Quella mattina però, forse per l'emozione dell'imminente incontro con Valentina, forse per il suo essere continuamente sovrappensiero, non aveva tenuto fede alle sue parole. Che la cosa che più lo faceva sorridere era che lui, il posto in cui si trovavano le sue chiavi, lo sapeva perfettamente: aveva preso l'abitudine di inserirle nel suo quadernetto nero, quello su cui appuntava varie correzioni ai testi delle canzoni e frasi random che aveva sentito ripetere nei mesi trascorsi nella scuola. Teneva una specie di diario segreto dove ci appuntava un pezzo di ogni persona che aveva incontrato e attraversato con lui la strada, in modo da non potersene mai dimenticare.

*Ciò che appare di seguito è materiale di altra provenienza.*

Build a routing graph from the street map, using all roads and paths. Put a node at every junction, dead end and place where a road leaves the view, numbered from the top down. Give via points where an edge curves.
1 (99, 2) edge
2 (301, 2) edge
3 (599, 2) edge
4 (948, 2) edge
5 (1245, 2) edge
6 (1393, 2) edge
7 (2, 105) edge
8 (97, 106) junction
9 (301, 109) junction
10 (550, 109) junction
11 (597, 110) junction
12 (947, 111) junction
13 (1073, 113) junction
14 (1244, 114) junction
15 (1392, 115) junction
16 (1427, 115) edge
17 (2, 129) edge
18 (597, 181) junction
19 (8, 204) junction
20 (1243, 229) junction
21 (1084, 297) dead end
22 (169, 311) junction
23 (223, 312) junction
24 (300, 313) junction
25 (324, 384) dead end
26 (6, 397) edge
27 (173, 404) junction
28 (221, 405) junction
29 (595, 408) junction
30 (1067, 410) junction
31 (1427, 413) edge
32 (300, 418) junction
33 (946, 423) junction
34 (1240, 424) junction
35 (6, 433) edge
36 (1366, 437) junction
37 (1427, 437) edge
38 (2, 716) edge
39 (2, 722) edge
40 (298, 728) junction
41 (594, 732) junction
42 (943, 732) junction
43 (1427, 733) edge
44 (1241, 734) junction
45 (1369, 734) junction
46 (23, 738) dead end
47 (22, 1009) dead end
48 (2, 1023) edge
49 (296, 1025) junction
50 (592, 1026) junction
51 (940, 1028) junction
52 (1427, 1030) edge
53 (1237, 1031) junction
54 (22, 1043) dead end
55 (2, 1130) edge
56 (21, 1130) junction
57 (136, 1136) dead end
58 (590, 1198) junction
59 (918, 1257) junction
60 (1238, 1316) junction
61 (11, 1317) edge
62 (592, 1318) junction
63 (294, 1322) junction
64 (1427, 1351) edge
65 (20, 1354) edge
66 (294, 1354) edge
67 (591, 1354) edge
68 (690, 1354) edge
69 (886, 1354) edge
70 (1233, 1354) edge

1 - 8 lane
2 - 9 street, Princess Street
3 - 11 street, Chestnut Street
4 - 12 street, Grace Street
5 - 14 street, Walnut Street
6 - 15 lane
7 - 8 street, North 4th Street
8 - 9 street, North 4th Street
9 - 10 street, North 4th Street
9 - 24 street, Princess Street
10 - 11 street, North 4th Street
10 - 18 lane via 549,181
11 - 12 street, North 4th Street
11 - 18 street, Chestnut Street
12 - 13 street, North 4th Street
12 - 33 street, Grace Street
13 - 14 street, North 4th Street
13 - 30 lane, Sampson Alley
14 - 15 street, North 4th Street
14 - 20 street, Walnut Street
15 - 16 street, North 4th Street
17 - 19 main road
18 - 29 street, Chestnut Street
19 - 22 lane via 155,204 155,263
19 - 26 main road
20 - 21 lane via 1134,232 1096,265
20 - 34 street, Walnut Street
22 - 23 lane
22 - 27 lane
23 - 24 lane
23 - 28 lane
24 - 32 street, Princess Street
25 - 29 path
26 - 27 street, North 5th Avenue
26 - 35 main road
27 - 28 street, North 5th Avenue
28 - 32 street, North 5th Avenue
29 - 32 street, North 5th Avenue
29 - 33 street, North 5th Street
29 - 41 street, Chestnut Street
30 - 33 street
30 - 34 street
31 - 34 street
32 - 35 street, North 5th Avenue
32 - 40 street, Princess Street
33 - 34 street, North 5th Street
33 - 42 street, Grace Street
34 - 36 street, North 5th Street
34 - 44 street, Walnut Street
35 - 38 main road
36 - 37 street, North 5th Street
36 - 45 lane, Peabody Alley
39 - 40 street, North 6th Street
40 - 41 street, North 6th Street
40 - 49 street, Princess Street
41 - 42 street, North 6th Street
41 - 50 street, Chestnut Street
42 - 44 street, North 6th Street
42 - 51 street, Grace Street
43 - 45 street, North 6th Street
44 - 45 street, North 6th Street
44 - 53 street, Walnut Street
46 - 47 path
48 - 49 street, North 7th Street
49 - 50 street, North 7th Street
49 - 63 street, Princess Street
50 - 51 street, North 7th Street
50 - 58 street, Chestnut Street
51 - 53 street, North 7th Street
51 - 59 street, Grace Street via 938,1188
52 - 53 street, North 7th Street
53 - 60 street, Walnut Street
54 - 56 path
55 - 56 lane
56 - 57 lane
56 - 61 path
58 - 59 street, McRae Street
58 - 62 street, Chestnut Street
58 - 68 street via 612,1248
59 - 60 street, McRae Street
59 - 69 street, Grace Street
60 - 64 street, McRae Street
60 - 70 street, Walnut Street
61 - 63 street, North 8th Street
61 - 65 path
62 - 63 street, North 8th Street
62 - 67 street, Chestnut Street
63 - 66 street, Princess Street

«Simo, lo so che sei qui dentro. Ti prego, apri.», con la coda un po' tra le gambe si era infine deciso a bussare alla porta della camera delle ragazze dove dormiva Emma e, dove era sicuro, avrebbe trovato anche il suo amico.

Era certo avesse sentito la sua richiesta d'aiuto ma, che per ripicca al non averlo ascoltato, non ci stesse prestando attenzione. Fu così che, passati dieci buoni minuti senza aver ricevuto la minima risposta, il ragazzo aveva dato un pugno forte alla porta per poi urlare «Apri la porta, coglione.», ed era poi rimasto lì, con la mano a mezz'aria e la faccia incazzata, indeciso sul da farsi, se andarsene una volta per tutte o continuare ad aspettare.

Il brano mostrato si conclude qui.